Travel: because I actually really liked the majority of this book where Seraphina is just traveling from one city to another, trying to do her thing
Wow, people really don’t like this book. I, on the other hand, squandered a perfectly good sleep head start to the week to stay up and finish this book and was nigh inconsolable afterwards because [WHAT IS ORMA’S MIND PEARL TRIGGER???? IS IT IN THE NEXT BOOK (Tess of the Road??? I NEED TO KNOW].
So if I address the issues people had with this book in order:
1) the romance between Seraphine and Kiggs and the resolution
2) the “travel quest” plotline which takes up most of the novel
3) the villain and their introduction
4) the resolution to the book’s main conflict
1) I…still sort of agree with my contention after the first book that Lucien makes for a less than engaging romance lead. I never quite understood why Seraphina, who has about a thousand things on her mind, was so enamored of him (although he did get a beard midway through, and I share her delight with facial hair). He was…okay? To borrow the immortal words of Roy in the season 2 opener of Ted Lasso: “He’s fine, that’s it. Nothing wrong with that, most people are fine.”

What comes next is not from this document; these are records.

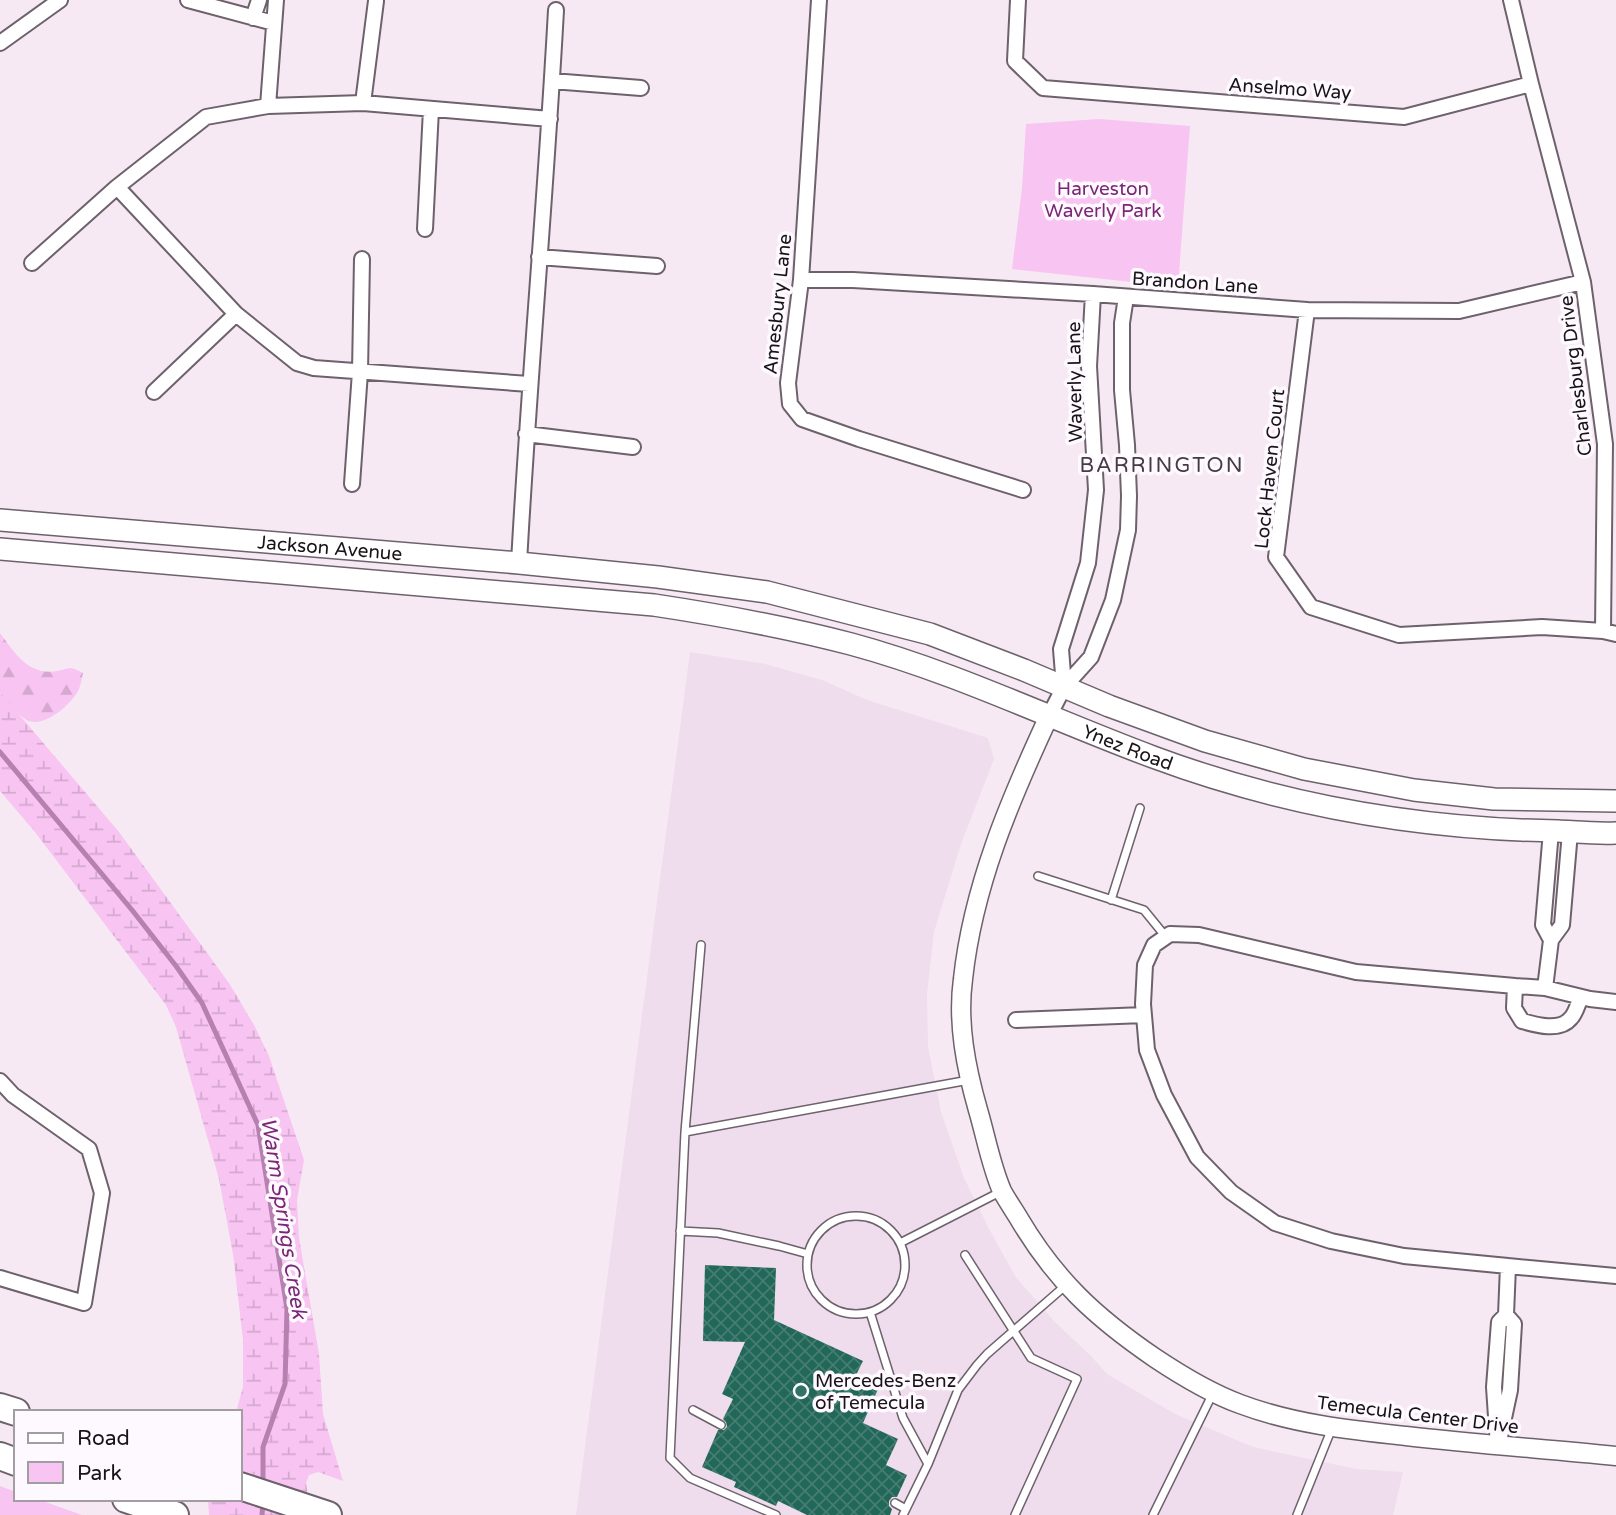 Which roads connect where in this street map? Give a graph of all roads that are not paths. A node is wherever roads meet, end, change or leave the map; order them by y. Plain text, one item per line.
1 (60, 0) edge
2 (188, 0) edge
3 (259, 0) edge
4 (276, 0) edge
5 (819, 0) edge
6 (1018, 0) edge
7 (1511, 0) edge
8 (376, 1) edge
9 (556, 10) dead end
10 (253, 18) junction
11 (274, 23) junction
12 (0, 43) edge
13 (552, 81) junction
14 (1531, 84) junction
15 (641, 88) dead end
16 (363, 103) junction
17 (268, 106) junction
18 (431, 109) junction
19 (550, 119) junction
20 (117, 187) junction
21 (425, 229) dead end
22 (539, 257) junction
23 (362, 259) dead end
24 (32, 263) dead end
25 (657, 266) dead end
26 (801, 281) junction
27 (1583, 282) junction
28 (1093, 294) junction
29 (1126, 297) junction
30 (1307, 310) junction
31 (236, 314) junction
32 (360, 372) junction
33 (529, 384) junction
34 (154, 392) dead end
35 (526, 434) junction
36 (633, 447) dead end
37 (1610, 450) edge
38 (352, 484) dead end
39 (1023, 490) dead end
40 (0, 520) edge
41 (0, 549) edge
42 (362, 550) junction
43 (519, 563) junction
44 (658, 577) joint
45 (359, 579) junction
46 (653, 606) joint
47 (1610, 633) edge
48 (1064, 687) junction
49 (1049, 716) junction
50 (1616, 801) edge
51 (1140, 808) dead end
52 (1616, 813) edge
53 (1560, 832) junction
54 (1616, 833) edge
55 (1038, 876) dead end
56 (1111, 900) junction
57 (1166, 937) junction
58 (701, 944) dead end
59 (1515, 986) junction
60 (1545, 988) junction
61 (1581, 997) junction
62 (1616, 1002) edge
63 (1144, 1015) junction
64 (1016, 1020) dead end
65 (970, 1080) junction
66 (0, 1081) edge
67 (685, 1132) junction
68 (1003, 1191) junction
69 (680, 1231) junction
70 (900, 1243) junction
71 (808, 1254) junction
72 (965, 1255) dead end
73 (1508, 1266) junction
74 (1616, 1276) edge
75 (0, 1278) edge
76 (1066, 1285) junction
77 (870, 1312) junction
78 (1014, 1331) junction
79 (1213, 1392) junction
80 (692, 1410) dead end
81 (721, 1425) dead end
82 (1332, 1428) junction
83 (1498, 1446) junction
84 (1616, 1457) edge
85 (928, 1464) junction
86 (242, 1487) edge
87 (132, 1501) edge
88 (895, 1503) dead end
89 (905, 1512) edge
90 (175, 1515) edge
91 (328, 1515) edge
92 (776, 1515) edge
93 (1015, 1515) edge
94 (1153, 1515) edge
95 (1297, 1515) edge

1 - 12 street
2 - 10 street
3 - 10 street
4 - 11 street
5 - 26 street, Amesbury Lane
6 - 14 street, Anselmo Way
7 - 14 street, Charlesburg Drive
8 - 16 street
9 - 13 street
10 - 11 street
11 - 17 street
13 - 15 street
13 - 19 street
14 - 27 street, Charlesburg Drive
16 - 17 street
16 - 18 street
17 - 20 street
18 - 19 street
18 - 21 street
19 - 22 street
20 - 24 street
20 - 31 street
22 - 25 street
22 - 33 street
23 - 32 street
26 - 28 street, Brandon Lane
26 - 39 street, Amesbury Lane
27 - 30 street, Brandon Lane
27 - 37 street, Charlesburg Drive
28 - 29 street, Brandon Lane
28 - 48 street, Waverly Lane
29 - 30 street, Brandon Lane
29 - 48 street
30 - 47 street, Lock Haven Court
31 - 32 street
31 - 34 street
32 - 33 street
32 - 38 street
33 - 35 street
35 - 36 street
35 - 43 street
37 - 47 street, Charlesburg Drive
40 - 42 main road, Jackson Avenue
41 - 45 main road, Jackson Avenue
42 - 43 main road, Jackson Avenue
42 - 45 main road
43 - 44 main road, Jackson Avenue
44 - 48 main road, Ynez Road
45 - 46 main road, Jackson Avenue
46 - 49 main road, Ynez Road
48 - 49 street
48 - 50 main road, Ynez Road
49 - 53 main road, Ynez Road
49 - 65 street, Temecula Center Drive
51 - 56 lane
52 - 53 main road
53 - 54 main road, Ynez Road
53 - 60 street
55 - 56 lane
56 - 57 lane
57 - 59 street
57 - 63 street
58 - 67 lane
59 - 60 street
59 - 61 street
60 - 61 street
61 - 62 street
63 - 64 street
63 - 73 street
65 - 67 lane
65 - 68 street, Temecula Center Drive
66 - 75 street
67 - 69 lane
68 - 70 lane
68 - 76 street, Temecula Center Drive
69 - 71 lane
69 - 92 lane
70 - 71 lane
70 - 77 lane
71 - 77 lane
72 - 78 lane
73 - 74 street
73 - 83 street
76 - 78 lane
76 - 79 street, Temecula Center Drive
77 - 85 lane
78 - 85 lane
78 - 93 lane
79 - 82 street, Temecula Center Drive
79 - 94 lane
80 - 81 lane
82 - 83 street, Temecula Center Drive
82 - 95 lane
83 - 84 street, Temecula Center Drive
85 - 89 lane
86 - 91 highway
87 - 90 highway
88 - 89 lane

I wish their romance hadn’t been a plot driver, and honestly I would have been all over a different romance plotline that was hinted at and then over in a heartbeat [I am referencing, of course, Glisselda’s last minute admission of teh gay which tbh gave me a little pause–a bit too self sacrificial, a bit too stereotypical (she always loved Seraphina, a very straight girl, and then tosses her hat in the ring just because and then gets over it and marries her beard)]. I don’t think I minded the romance as much as some people did but I could have definitely done without it.
2) Maybe this is just me expressing my love of checklists and well-defined workstreams but I LOVE me a good “gather the x” quests. Sometimes they are bad (see: the new Star Wars trilogy). Sometimes they are great (the quest for the Horcruxes, which I maintain did a good job of showing how even in the midst of desperate battle the hard work has to get done). I found Seraphina’s quest through the various sister-kingdoms to be interesting and a great way to show some world building as well.
The ways in which the various kingdoms dealt with dragons and their integration was super interesting to me. It’s only been forty years of peace and the memory of dragons as fire breathing city destroying monsters isn’t that far off. How dragons are viewed by each set of people is directly influenced by how affected they were by them. It’s Game of Thrones lite, in a sense.
3) The ultimate villain in this book might have a physical form in Jannoula, one of the half dragon grotesques that Seraphina dealt with in the prior book, but the real enemy here is prejudice and haste and stubbornness, which create a mess in every skirmish. It’s not super deep, it’s literally right there on the surface. I didn’t think that the slowly growing powers of Jannoula came out of nowhere–the seeds are there in the first book, and they grow and mature in a truly frightening way in this book. Jannoula’s influence is felt and grows and infects everything it touches–much like the “real” enemies I pointed out earlier.
4) I mean, come on. This is a book about half dragons who each have special powers and you go most of the book knowing that Seraphina has somehow, of her own volition, locked away her powers. What do you think is going to happen at the end? Nothing comes out of nowhere–there are x half dragons in her mind, and you know you’re going to find all of them. You shouldn’t be surprised if one that has yet to show up…suddenly shows up.
That numbered list aside, I really did like this book and I’m glad that it was recommended to me! I wish there were more of Seraphina, and not a different character related to her/in the same world, and I DEFINITELY NEED TO KNOW WHAT HAPPENS TO [ORMA]. I’ll read Tess of the Road at some point, but probably not for a bit.